Koula Savvidou, the Cypriot artist known for her painted sculpture and assemblages that mined ideas of memory, motherhood and loss, has died.
She employed plaster, wood, metal and found materials, pursuing an aesthetic both surreal and with nods to mythologies. Neflie (1990–95), for example, is an abstracted human figure constructed of gypsum, metal and ceramic parts, shown holding its head in its hands, the surface textured with pencil and wax.
The piercing of sculpture with sharp blades was a recurring motif in Savvidou’s work: in a 2021 untitled wall work, in which stretches of painted string are held taught between two blocks of wood, a picket knife is slotted precariously between the cord.
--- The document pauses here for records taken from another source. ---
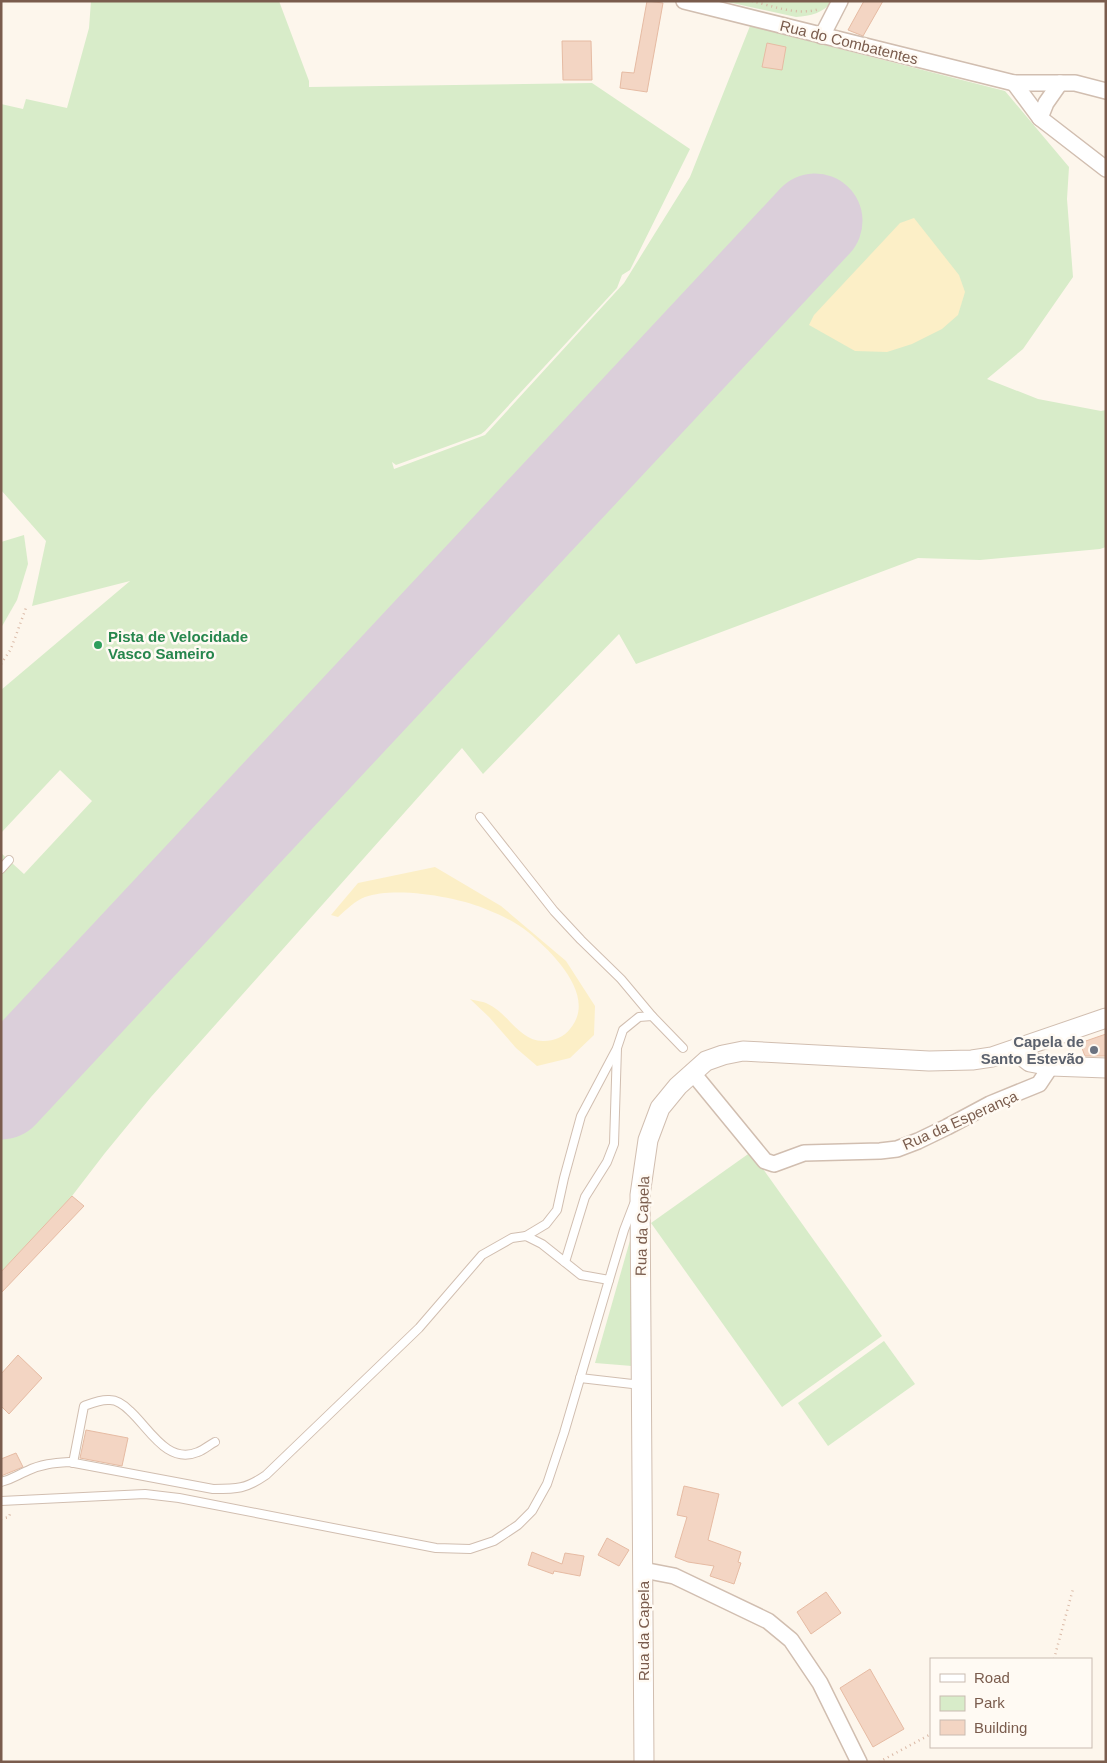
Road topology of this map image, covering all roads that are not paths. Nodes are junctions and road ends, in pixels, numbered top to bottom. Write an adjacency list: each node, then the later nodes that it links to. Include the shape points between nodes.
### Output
1 (684, 1): 3 (street, Rua do Combatentes)
2 (840, 1): 3 (street)
3 (822, 36): 4 (street, Rua do Combatentes)
4 (1014, 82): 5 (street, Rua do Combatentes); 7 (street)
5 (1060, 83): 6 (street, Rua do Combatentes, via 1075,83); 7 (street)
6 (1106, 91)
7 (1040, 118): 8 (street)
8 (1106, 169)
9 (480, 817): 12 (lane, via 554,911)
10 (9, 860): 11 (lane)
11 (1, 869)
12 (652, 1016): 14 (lane, via 639,1017 623,1030); 15 (lane)
13 (1106, 1018): 16 (street, Rua da Capela)
14 (617, 1048): 21 (lane, via 581,1116 558,1210 546,1224); 22 (lane, via 614,1144 585,1197)
15 (683, 1048)
16 (1014, 1050): 17 (street, via 1030,1062); 19 (street, Rua da Capela, via 972,1060 929,1061 743,1050 706,1061)
17 (1051, 1066): 18 (street); 19 (street, Rua da Esperança, via 1040,1084 990,1104 947,1128 904,1146 880,1151 804,1153 774,1164 765,1161)
18 (1106, 1068)
19 (692, 1072): 20 (street, Rua da Capela, via 660,1108 648,1140)
20 (640, 1190): 23 (lane, via 624,1230); 25 (street, Rua da Capela)
21 (526, 1236): 22 (lane); 27 (lane, via 512,1238 482,1255 419,1328 266,1475 251,1485 213,1489)
22 (565, 1262): 23 (lane, via 581,1274)
23 (610, 1280): 24 (lane)
24 (580, 1378): 25 (lane); 29 (lane, via 547,1484 532,1511 494,1541 470,1549 436,1548 145,1494)
25 (641, 1385): 30 (street, Rua da Capela)
26 (214, 1442): 27 (lane, via 197,1453 170,1451 124,1405 111,1400 97,1401 84,1406)
27 (72, 1463): 28 (lane, via 51,1463)
28 (1, 1482)
29 (1, 1501)
30 (643, 1570): 31 (street, Rua da Capela); 32 (street, via 674,1576 768,1620 791,1640 820,1683)
31 (644, 1762)
32 (859, 1762)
Likewise, in the metal, stone, graphite and rope work No Man’s Land (1990–1995), a pair of scissors strikes through the arrangement.
Born in London, Savvidou studied fine art at the École Nationale des Beaux-Arts de Lyon in France from 1975 to 1981. She took part in the Biennale of Young Artists from Europe and the Mediterranean in Barcelona in 1987, the 17th Alexandria Biennale in 1991 and Mediterraneo per l’Arte Contemporanea in 1989. In 2022 she had a show at Rodeo, Piraeus (the gallery has since been renamed Sylvia Kouvali), presenting works from the period 1987–2021, many from On the Solitary Crossing of Impassable Passages, Savvidou’s solo exhibition that took place at Diaspro Art Centre in Nicosia in 1995.